*** Opening of INFORMATION SHOWN ***
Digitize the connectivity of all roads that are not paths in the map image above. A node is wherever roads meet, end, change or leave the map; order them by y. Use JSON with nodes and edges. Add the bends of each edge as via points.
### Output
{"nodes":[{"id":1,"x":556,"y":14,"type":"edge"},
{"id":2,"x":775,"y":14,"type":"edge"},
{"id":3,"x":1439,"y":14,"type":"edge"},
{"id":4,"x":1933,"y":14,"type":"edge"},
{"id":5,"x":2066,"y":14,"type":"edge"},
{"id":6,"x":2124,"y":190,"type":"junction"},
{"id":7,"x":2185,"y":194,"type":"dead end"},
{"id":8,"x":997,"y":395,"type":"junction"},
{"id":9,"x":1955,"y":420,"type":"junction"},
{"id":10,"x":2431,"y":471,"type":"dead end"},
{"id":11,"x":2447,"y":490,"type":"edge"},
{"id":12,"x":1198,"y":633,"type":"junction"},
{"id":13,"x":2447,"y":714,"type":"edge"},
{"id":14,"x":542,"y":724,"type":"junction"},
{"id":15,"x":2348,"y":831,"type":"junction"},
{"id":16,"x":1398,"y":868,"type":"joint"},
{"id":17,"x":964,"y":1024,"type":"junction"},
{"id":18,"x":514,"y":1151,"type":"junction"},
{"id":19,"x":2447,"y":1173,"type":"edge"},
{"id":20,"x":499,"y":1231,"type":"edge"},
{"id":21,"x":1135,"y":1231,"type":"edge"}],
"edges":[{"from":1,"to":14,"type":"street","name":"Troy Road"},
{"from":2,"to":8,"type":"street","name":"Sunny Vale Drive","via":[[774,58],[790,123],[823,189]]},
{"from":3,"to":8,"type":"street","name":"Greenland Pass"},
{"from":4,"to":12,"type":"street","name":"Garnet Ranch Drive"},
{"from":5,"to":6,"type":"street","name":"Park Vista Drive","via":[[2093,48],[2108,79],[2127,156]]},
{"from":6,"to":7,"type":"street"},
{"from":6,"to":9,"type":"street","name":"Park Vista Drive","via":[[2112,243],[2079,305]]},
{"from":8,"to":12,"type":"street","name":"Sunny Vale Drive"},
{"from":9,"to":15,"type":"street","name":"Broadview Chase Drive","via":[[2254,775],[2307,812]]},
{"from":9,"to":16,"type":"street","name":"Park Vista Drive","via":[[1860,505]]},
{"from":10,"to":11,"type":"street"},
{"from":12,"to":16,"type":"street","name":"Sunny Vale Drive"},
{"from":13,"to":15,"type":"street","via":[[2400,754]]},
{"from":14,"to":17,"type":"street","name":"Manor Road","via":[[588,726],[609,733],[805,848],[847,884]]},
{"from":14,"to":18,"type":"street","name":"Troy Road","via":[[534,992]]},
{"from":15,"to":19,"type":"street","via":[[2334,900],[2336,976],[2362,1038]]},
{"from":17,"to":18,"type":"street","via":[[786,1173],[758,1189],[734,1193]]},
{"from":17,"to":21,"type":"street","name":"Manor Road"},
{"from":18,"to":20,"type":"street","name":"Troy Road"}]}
*** Close of INFORMATION SHOWN ***
All of the entries above need to be output again exactly.

● ANSWER FOR THIS EXERCISE
Digitize the connectivity of all roads that are not paths in the map image above. A node is wherever roads meet, end, change or leave the map; order them by y. Use JSON with nodes and edges. Add the bends of each edge as via points.
### Output
{"nodes":[{"id":1,"x":556,"y":14,"type":"edge"},
{"id":2,"x":775,"y":14,"type":"edge"},
{"id":3,"x":1439,"y":14,"type":"edge"},
{"id":4,"x":1933,"y":14,"type":"edge"},
{"id":5,"x":2066,"y":14,"type":"edge"},
{"id":6,"x":2124,"y":190,"type":"junction"},
{"id":7,"x":2185,"y":194,"type":"dead end"},
{"id":8,"x":997,"y":395,"type":"junction"},
{"id":9,"x":1955,"y":420,"type":"junction"},
{"id":10,"x":2431,"y":471,"type":"dead end"},
{"id":11,"x":2447,"y":490,"type":"edge"},
{"id":12,"x":1198,"y":633,"type":"junction"},
{"id":13,"x":2447,"y":714,"type":"edge"},
{"id":14,"x":542,"y":724,"type":"junction"},
{"id":15,"x":2348,"y":831,"type":"junction"},
{"id":16,"x":1398,"y":868,"type":"joint"},
{"id":17,"x":964,"y":1024,"type":"junction"},
{"id":18,"x":514,"y":1151,"type":"junction"},
{"id":19,"x":2447,"y":1173,"type":"edge"},
{"id":20,"x":499,"y":1231,"type":"edge"},
{"id":21,"x":1135,"y":1231,"type":"edge"}],
"edges":[{"from":1,"to":14,"type":"street","name":"Troy Road"},
{"from":2,"to":8,"type":"street","name":"Sunny Vale Drive","via":[[774,58],[790,123],[823,189]]},
{"from":3,"to":8,"type":"street","name":"Greenland Pass"},
{"from":4,"to":12,"type":"street","name":"Garnet Ranch Drive"},
{"from":5,"to":6,"type":"street","name":"Park Vista Drive","via":[[2093,48],[2108,79],[2127,156]]},
{"from":6,"to":7,"type":"street"},
{"from":6,"to":9,"type":"street","name":"Park Vista Drive","via":[[2112,243],[2079,305]]},
{"from":8,"to":12,"type":"street","name":"Sunny Vale Drive"},
{"from":9,"to":15,"type":"street","name":"Broadview Chase Drive","via":[[2254,775],[2307,812]]},
{"from":9,"to":16,"type":"street","name":"Park Vista Drive","via":[[1860,505]]},
{"from":10,"to":11,"type":"street"},
{"from":12,"to":16,"type":"street","name":"Sunny Vale Drive"},
{"from":13,"to":15,"type":"street","via":[[2400,754]]},
{"from":14,"to":17,"type":"street","name":"Manor Road","via":[[588,726],[609,733],[805,848],[847,884]]},
{"from":14,"to":18,"type":"street","name":"Troy Road","via":[[534,992]]},
{"from":15,"to":19,"type":"street","via":[[2334,900],[2336,976],[2362,1038]]},
{"from":17,"to":18,"type":"street","via":[[786,1173],[758,1189],[734,1193]]},
{"from":17,"to":21,"type":"street","name":"Manor Road"},
{"from":18,"to":20,"type":"street","name":"Troy Road"}]}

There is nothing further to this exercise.